I’m surprised I’m not actually vegetarian! But I know as pocket friendly as they are there’s no point serving them up here as they’d be rejected out of hand, and so would be a complete false economy – not to mention all the candles you’d have to burn to get rid of the nasty pong in the kitchen afterwards.
Now a cost saving idea I can get on board with is taking shorter showers.
Or at least I thought I could. My daughter came home from school the other day with a nifty little shower timer.
Basically it’s like a water proof egg timer that sticks to the wall of the shower and once you turn it over you’ve four minutes to do your business.
The experts have worked out that reducing your shower time by even one minute can save roughly 10 liters (about 2.6 gallons) of water per shower so it seems like a good idea.
It’s not as easy as it looks though.
Quite unnerving in fact. One minute you’re day dreaming about casually bumping into George Clooney in the local co-op shop (or whatever floats your boat) while shampooing your hair and the next you realise your time is almost up!
I was half expecting a buzzer or an alarm to go off and I found myself shouting (to the timer) “I’m done, I’m out, stop the clock!” while stumbling around, half blinded from conditioner. Sure the joy is gone from everything now.
Anyway, so I mentioned that I was also researching holidays as well this week.
That means my social media feed is flooded with images of happy families holidaying in foreign camp sites, all looking like they’re living their best lives and it’s giving me the pip, big time.
We all know it never plays out like that!
Everyone I see looks lightly tanned with not a heat rash or mosquito bite in sight, all gleefully splashing each other in a very uncrowded pool; there’s no images of adults lugging bags of cheese and baguettes from the on-site shop three miles away from their mobile home in 30 degree heat cursing the fact that they’ve had to buy more bags for life because they forgot the ones they bought yesterday; no images of people trying to decide if it’s worth shelling out for sun beds or not given they probably won’t get to sit on them for more than three consecutive minutes at a time; or mothers trying to sort out a wedgie in their swim suits before being forced down the water slide for the millionth time leaving their dignity behind; or pictures of adults feverishly slathering more sun cream on their crew while going half demented trying to figure out where they know the couple across the way from them at the pool from and worrying if everyone will get scurvy if they just eat bread, ice cream and pizza for the week.
No, that’s not captured in what I’m seeing on line at all. Talk about false advertising!
Sure it would nearly be an ease to me if flights were grounded due to fuel shortages now that I think of it.
Also, this week I found myself getting increasingly alarmed by the number of women disappearing before my eyes.

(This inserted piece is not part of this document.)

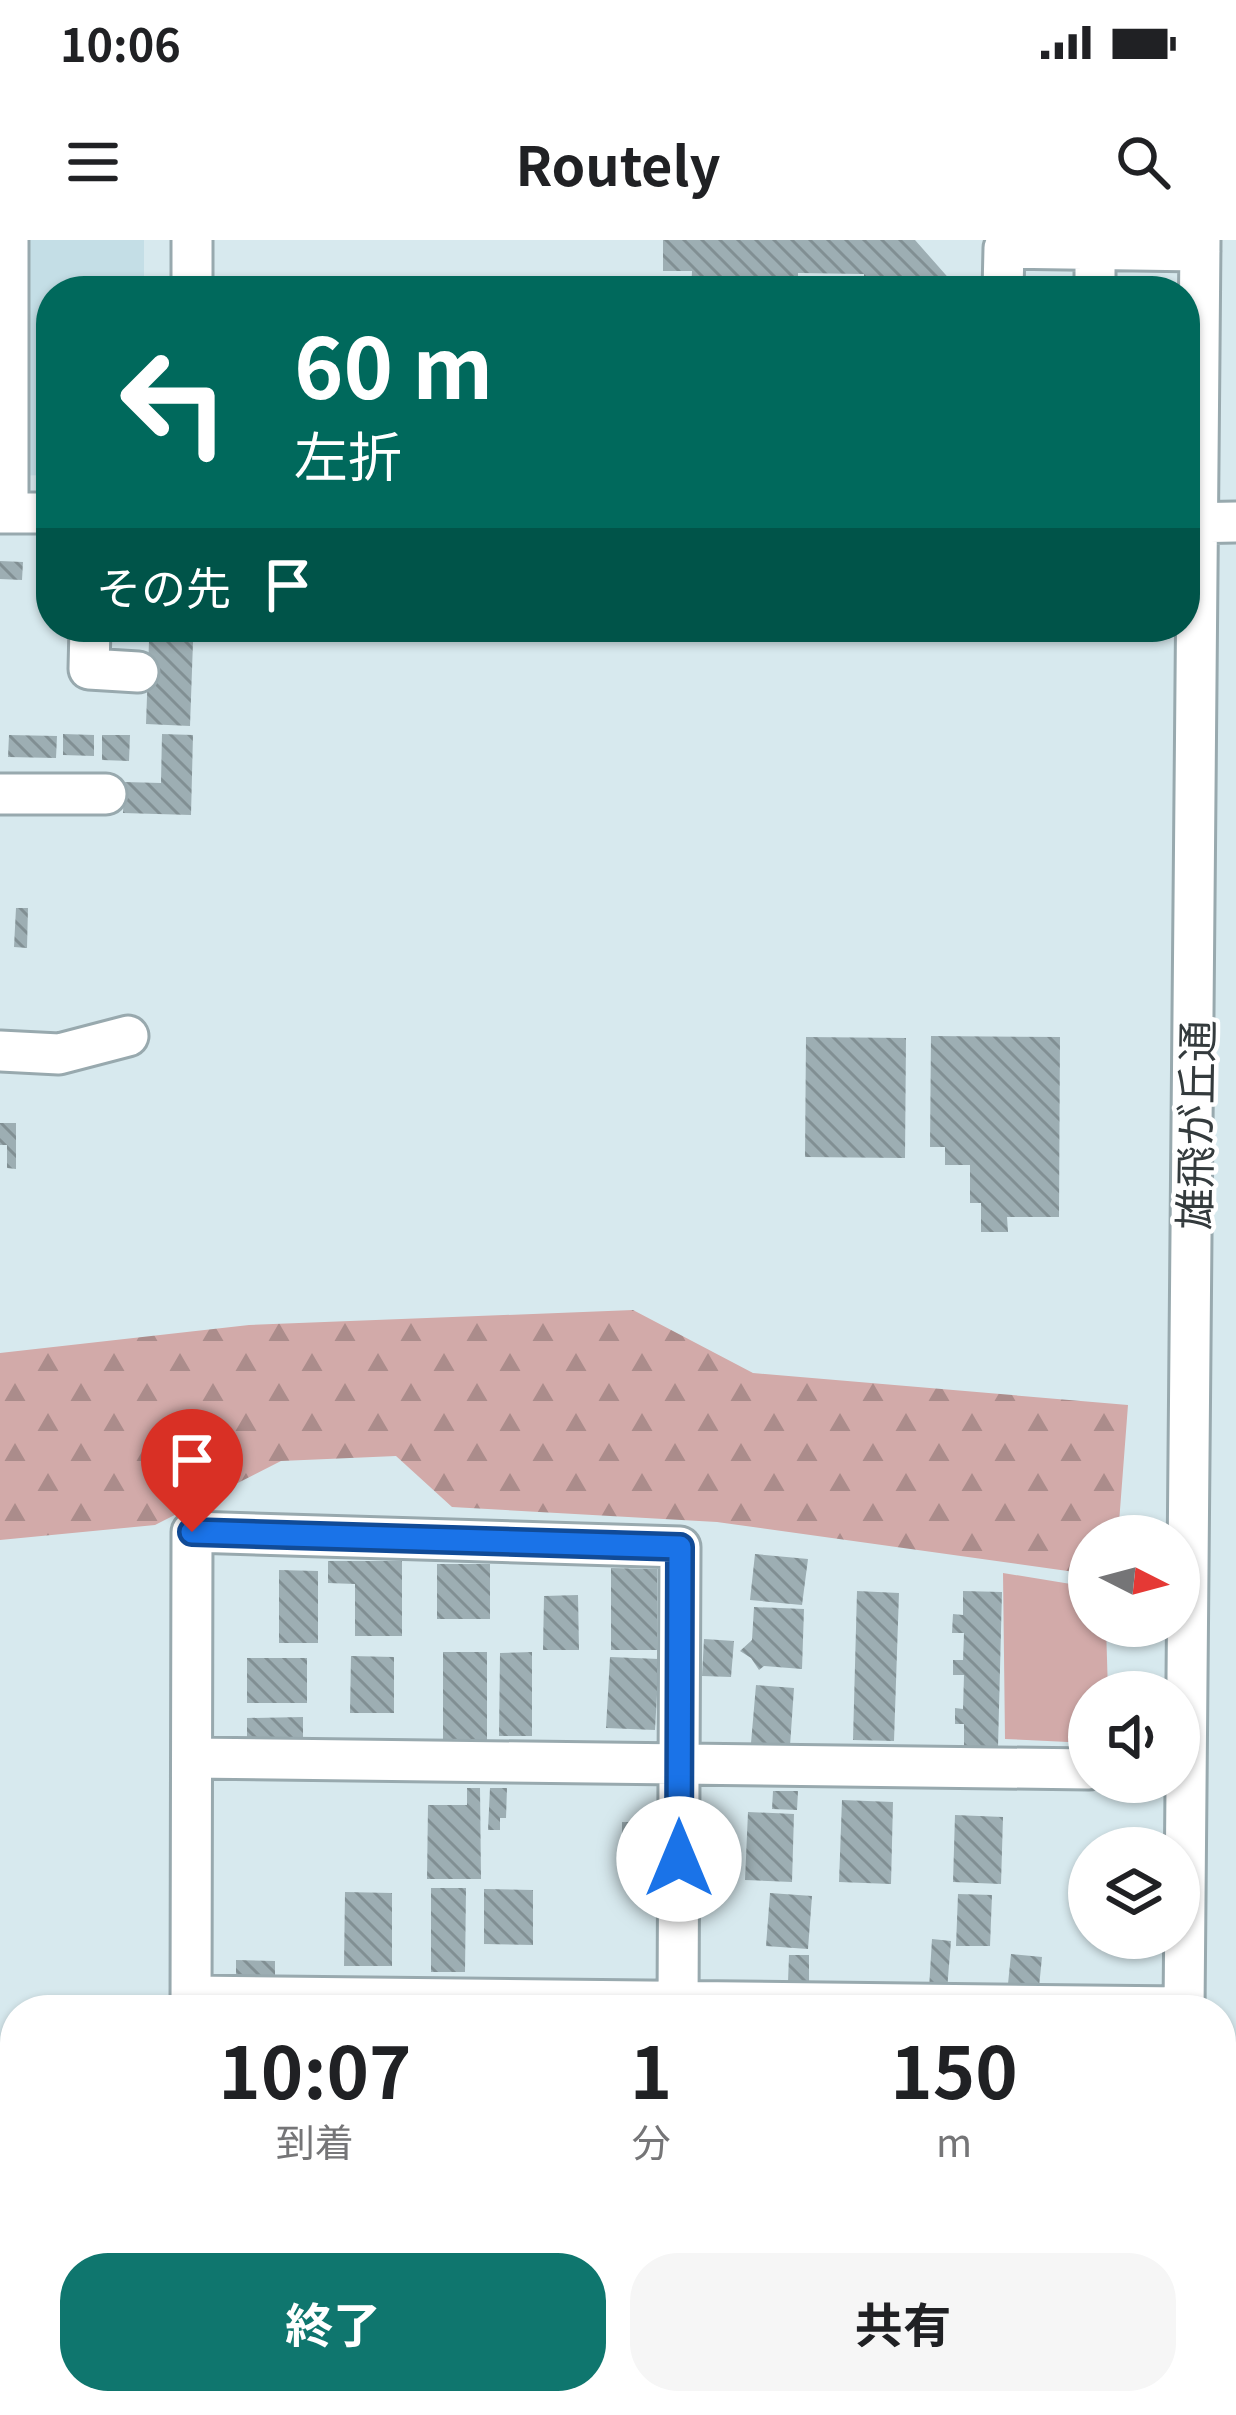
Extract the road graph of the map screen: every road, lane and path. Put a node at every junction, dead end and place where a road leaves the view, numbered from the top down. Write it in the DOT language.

Not literally disappearing but radically shrinking in bodily size to such an extent that I’ve had to pick my jaw up off the floor when I see them.
Now some of these women, not many mind, are honest that they’re using GLP-1 medications, but most are sticking to the line that they’ve ‘just cut out the rubbish and are getting their walks in.’
Era, come off it. Pull the other one like!
I don’t care either way, absolutely no judgement here, it’s a free world and these are life changing medications, but at least come clean so the rest of us don’t feel too perplexed when we aren’t getting the same results while chomping away on our Ryevita (although I think loading mine up with cheese is where I’m going wrong).
Now that I’ve that off my chest, let’s end on a high note: this week’s glimmer of joy came to me courtesy of the beautiful blue bells that are popping up here there and everywhere.
If anyone can take in a walk in Courtmacsherry woods I strongly recommend it – the sea of bluebells and aroma of wild garlic will do you the world of good.
Pick a small bunch to bring home and pop in a vase on your dinner table – it will make those flanks slightly more palatable!